Although she did not seem thrilled to see me, she did not glare at me either. I suspect that is only because the dove lacks the ability to glare or cast disparaging looks. With no eyebrows, the dove is stuck with an all purpose blank expression, a lot like Jessica Simpson. Otherwise, upon the sight of me, she probably would would have narrowed her eyes and curled her lips. If she had lips. Another problem. It’s also probably good that doves can’t make gestures. The symbol of peace indeed.
So early this afternoon, I went outside to get the mail and I couldn’t stop myself from toddling up the driveway to check on her again. I was surprised to find that her nest was empty! Very surprised. No dove, no eggs, no feathers. Nothing. No Tom, not even a note.

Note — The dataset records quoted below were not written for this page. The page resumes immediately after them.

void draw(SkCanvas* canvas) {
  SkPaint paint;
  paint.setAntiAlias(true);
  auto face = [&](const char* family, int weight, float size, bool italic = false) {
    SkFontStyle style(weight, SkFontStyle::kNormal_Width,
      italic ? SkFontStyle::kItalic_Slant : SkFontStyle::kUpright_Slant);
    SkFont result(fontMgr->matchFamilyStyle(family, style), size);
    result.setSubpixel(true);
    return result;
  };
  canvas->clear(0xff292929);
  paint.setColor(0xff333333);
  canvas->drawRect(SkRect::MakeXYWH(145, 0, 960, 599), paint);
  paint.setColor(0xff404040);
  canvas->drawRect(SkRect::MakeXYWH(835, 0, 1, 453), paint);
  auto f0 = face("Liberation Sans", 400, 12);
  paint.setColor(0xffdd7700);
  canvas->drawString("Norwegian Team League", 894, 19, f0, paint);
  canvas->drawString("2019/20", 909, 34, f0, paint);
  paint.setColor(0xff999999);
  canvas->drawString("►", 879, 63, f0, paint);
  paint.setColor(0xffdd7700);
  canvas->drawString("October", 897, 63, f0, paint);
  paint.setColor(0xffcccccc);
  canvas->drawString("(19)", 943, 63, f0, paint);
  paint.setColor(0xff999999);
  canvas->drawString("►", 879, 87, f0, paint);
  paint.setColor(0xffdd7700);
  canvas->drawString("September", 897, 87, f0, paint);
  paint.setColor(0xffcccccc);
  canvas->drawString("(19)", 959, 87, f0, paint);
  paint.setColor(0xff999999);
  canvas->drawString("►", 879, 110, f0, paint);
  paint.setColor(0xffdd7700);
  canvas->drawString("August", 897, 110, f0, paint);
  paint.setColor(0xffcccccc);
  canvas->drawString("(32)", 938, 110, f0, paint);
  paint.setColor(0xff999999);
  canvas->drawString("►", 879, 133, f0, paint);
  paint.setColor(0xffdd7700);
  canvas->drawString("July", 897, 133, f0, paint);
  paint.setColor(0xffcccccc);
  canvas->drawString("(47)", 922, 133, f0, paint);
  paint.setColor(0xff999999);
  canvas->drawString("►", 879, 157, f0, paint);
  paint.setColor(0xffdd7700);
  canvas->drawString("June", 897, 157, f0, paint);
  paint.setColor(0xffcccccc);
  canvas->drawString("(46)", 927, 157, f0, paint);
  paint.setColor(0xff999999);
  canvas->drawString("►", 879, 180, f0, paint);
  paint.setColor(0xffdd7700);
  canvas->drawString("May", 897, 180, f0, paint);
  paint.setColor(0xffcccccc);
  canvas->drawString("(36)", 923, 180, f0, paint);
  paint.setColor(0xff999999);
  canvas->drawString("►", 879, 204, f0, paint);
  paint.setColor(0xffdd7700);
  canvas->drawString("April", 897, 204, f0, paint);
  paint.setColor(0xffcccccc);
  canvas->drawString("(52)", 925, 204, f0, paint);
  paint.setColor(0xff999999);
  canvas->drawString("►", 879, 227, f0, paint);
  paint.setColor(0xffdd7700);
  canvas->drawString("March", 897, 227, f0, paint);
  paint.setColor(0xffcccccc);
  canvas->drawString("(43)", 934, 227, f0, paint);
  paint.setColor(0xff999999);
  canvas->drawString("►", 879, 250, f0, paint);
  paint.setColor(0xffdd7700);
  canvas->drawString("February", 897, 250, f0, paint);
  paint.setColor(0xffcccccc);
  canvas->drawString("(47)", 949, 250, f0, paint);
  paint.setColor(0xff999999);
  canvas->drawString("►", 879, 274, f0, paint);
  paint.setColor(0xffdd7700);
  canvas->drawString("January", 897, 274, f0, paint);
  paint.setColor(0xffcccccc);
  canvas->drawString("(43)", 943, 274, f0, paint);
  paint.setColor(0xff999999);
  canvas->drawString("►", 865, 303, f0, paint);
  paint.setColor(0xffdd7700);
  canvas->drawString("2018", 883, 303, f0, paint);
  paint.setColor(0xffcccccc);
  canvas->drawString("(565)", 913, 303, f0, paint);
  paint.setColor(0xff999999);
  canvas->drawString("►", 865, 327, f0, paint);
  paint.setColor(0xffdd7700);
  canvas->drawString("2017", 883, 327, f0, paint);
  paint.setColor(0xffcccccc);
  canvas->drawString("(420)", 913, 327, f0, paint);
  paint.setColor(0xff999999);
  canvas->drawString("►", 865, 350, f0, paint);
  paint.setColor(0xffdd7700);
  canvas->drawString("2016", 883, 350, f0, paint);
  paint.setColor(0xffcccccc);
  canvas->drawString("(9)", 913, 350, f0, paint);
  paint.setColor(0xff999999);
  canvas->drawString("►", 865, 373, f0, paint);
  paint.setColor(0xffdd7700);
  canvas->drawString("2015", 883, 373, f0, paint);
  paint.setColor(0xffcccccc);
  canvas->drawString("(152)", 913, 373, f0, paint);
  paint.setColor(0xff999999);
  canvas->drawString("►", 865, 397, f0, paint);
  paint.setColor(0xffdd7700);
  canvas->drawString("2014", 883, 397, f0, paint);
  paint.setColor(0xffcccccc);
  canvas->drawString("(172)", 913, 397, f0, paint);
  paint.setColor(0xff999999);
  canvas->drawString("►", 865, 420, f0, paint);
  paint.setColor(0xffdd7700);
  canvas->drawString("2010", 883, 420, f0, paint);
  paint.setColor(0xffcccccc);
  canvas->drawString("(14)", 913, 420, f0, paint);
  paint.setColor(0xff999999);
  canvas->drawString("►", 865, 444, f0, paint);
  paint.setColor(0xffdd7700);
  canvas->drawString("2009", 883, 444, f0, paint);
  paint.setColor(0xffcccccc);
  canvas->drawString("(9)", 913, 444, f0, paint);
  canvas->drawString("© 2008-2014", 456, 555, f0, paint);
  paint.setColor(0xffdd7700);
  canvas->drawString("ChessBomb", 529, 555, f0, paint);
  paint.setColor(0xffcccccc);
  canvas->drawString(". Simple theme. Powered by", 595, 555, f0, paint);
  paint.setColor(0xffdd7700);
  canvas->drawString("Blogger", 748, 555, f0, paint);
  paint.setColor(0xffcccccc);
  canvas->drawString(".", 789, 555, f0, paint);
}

I assumed that when the eggs hatched that she would hang around until she saw her young out of the nest and then she would fly off into the sunset, but not before perching on my kitchen window ledge, tapping on the glass with her delicate slender beak and then casting me a knowing and grateful look for all I had done for her. I would dab a tear from my eye with a dish towel and wave her off. “Go on you crazy bird,” I would say, “Get out of here! Go see the world!” And then she would spread her wings to fly, but pause one last time, wink her round black eye at me and then be off. I would rush to the window and wave as she melted into the sky and became a dot in the distance.
Or something like that.
When I told Sean that the dove was gone, he said he thought it was my fault, that she had left because I had disturbed her.
Perhaps so. I was a terrible landlord, I know that – nosy and overly interested. I was Mrs. Roper, not in a caftan, but in a frighteningly sad pink chenille robe.
For more than a week she had put up with cold rain, hail and high winds. But it was me dropping in on her and asking all kinds of personal questions that sent her over the edge. She just couldn’t take another day. Perhaps it all became too much and she threw herself in front of a cat. We will never know.
And now (dramatic pause, dropping chin to chest) I must mourn my mourning dove.
No, really. I’ll be fine. (sniff sniff) Carry on.